Your instructions
Please print the records below exactly as they are.

Material to process
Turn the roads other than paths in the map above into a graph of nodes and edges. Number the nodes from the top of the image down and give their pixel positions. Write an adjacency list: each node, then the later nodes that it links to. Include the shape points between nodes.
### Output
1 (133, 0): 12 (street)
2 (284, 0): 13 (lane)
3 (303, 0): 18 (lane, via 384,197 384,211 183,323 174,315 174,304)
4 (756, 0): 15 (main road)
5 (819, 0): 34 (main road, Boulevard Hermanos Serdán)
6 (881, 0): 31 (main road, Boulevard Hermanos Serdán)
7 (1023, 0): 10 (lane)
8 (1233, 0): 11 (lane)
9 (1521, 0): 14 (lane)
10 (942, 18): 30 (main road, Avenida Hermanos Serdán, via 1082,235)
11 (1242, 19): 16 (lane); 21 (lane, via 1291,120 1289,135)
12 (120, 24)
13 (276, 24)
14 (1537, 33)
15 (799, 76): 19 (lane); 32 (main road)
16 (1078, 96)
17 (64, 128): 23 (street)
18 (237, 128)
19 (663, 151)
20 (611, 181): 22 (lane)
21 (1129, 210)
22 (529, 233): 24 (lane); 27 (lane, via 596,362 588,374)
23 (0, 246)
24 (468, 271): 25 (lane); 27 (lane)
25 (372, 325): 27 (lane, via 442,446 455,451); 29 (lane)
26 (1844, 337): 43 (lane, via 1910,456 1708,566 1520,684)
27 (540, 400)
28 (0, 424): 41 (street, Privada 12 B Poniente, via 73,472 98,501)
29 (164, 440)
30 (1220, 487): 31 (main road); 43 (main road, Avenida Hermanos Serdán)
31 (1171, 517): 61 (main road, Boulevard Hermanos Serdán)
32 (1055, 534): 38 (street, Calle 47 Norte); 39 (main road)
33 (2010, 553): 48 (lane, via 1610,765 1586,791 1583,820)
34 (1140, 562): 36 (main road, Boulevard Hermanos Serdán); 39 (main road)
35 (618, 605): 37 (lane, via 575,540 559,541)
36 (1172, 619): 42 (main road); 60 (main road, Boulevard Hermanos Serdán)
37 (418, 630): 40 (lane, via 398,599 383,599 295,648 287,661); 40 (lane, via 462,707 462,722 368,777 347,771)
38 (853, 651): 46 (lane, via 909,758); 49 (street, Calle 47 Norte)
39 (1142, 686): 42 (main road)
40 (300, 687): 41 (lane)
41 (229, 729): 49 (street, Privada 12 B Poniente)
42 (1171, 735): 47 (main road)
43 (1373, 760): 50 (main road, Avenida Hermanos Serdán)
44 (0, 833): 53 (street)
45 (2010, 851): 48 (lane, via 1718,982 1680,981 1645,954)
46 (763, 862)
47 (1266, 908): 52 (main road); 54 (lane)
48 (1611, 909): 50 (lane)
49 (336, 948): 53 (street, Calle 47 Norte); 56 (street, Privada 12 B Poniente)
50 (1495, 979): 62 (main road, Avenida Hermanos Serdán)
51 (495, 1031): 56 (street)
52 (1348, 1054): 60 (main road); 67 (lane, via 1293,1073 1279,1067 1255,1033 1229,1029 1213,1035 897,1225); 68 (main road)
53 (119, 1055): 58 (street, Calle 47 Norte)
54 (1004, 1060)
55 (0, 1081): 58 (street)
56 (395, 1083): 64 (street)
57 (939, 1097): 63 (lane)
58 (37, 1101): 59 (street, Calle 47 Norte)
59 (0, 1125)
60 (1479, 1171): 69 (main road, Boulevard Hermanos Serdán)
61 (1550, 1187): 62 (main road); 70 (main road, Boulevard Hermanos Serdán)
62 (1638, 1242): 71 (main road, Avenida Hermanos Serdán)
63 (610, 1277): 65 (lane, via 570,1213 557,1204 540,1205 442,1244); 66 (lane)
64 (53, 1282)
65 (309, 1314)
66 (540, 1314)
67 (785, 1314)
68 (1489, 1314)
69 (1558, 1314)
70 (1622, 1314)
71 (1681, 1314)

Answer to this exercise
Turn the roads other than paths in the map above into a graph of nodes and edges. Number the nodes from the top of the image down and give their pixel positions. Write an adjacency list: each node, then the later nodes that it links to. Include the shape points between nodes.
### Output
1 (133, 0): 12 (street)
2 (284, 0): 13 (lane)
3 (303, 0): 18 (lane, via 384,197 384,211 183,323 174,315 174,304)
4 (756, 0): 15 (main road)
5 (819, 0): 34 (main road, Boulevard Hermanos Serdán)
6 (881, 0): 31 (main road, Boulevard Hermanos Serdán)
7 (1023, 0): 10 (lane)
8 (1233, 0): 11 (lane)
9 (1521, 0): 14 (lane)
10 (942, 18): 30 (main road, Avenida Hermanos Serdán, via 1082,235)
11 (1242, 19): 16 (lane); 21 (lane, via 1291,120 1289,135)
12 (120, 24)
13 (276, 24)
14 (1537, 33)
15 (799, 76): 19 (lane); 32 (main road)
16 (1078, 96)
17 (64, 128): 23 (street)
18 (237, 128)
19 (663, 151)
20 (611, 181): 22 (lane)
21 (1129, 210)
22 (529, 233): 24 (lane); 27 (lane, via 596,362 588,374)
23 (0, 246)
24 (468, 271): 25 (lane); 27 (lane)
25 (372, 325): 27 (lane, via 442,446 455,451); 29 (lane)
26 (1844, 337): 43 (lane, via 1910,456 1708,566 1520,684)
27 (540, 400)
28 (0, 424): 41 (street, Privada 12 B Poniente, via 73,472 98,501)
29 (164, 440)
30 (1220, 487): 31 (main road); 43 (main road, Avenida Hermanos Serdán)
31 (1171, 517): 61 (main road, Boulevard Hermanos Serdán)
32 (1055, 534): 38 (street, Calle 47 Norte); 39 (main road)
33 (2010, 553): 48 (lane, via 1610,765 1586,791 1583,820)
34 (1140, 562): 36 (main road, Boulevard Hermanos Serdán); 39 (main road)
35 (618, 605): 37 (lane, via 575,540 559,541)
36 (1172, 619): 42 (main road); 60 (main road, Boulevard Hermanos Serdán)
37 (418, 630): 40 (lane, via 398,599 383,599 295,648 287,661); 40 (lane, via 462,707 462,722 368,777 347,771)
38 (853, 651): 46 (lane, via 909,758); 49 (street, Calle 47 Norte)
39 (1142, 686): 42 (main road)
40 (300, 687): 41 (lane)
41 (229, 729): 49 (street, Privada 12 B Poniente)
42 (1171, 735): 47 (main road)
43 (1373, 760): 50 (main road, Avenida Hermanos Serdán)
44 (0, 833): 53 (street)
45 (2010, 851): 48 (lane, via 1718,982 1680,981 1645,954)
46 (763, 862)
47 (1266, 908): 52 (main road); 54 (lane)
48 (1611, 909): 50 (lane)
49 (336, 948): 53 (street, Calle 47 Norte); 56 (street, Privada 12 B Poniente)
50 (1495, 979): 62 (main road, Avenida Hermanos Serdán)
51 (495, 1031): 56 (street)
52 (1348, 1054): 60 (main road); 67 (lane, via 1293,1073 1279,1067 1255,1033 1229,1029 1213,1035 897,1225); 68 (main road)
53 (119, 1055): 58 (street, Calle 47 Norte)
54 (1004, 1060)
55 (0, 1081): 58 (street)
56 (395, 1083): 64 (street)
57 (939, 1097): 63 (lane)
58 (37, 1101): 59 (street, Calle 47 Norte)
59 (0, 1125)
60 (1479, 1171): 69 (main road, Boulevard Hermanos Serdán)
61 (1550, 1187): 62 (main road); 70 (main road, Boulevard Hermanos Serdán)
62 (1638, 1242): 71 (main road, Avenida Hermanos Serdán)
63 (610, 1277): 65 (lane, via 570,1213 557,1204 540,1205 442,1244); 66 (lane)
64 (53, 1282)
65 (309, 1314)
66 (540, 1314)
67 (785, 1314)
68 (1489, 1314)
69 (1558, 1314)
70 (1622, 1314)
71 (1681, 1314)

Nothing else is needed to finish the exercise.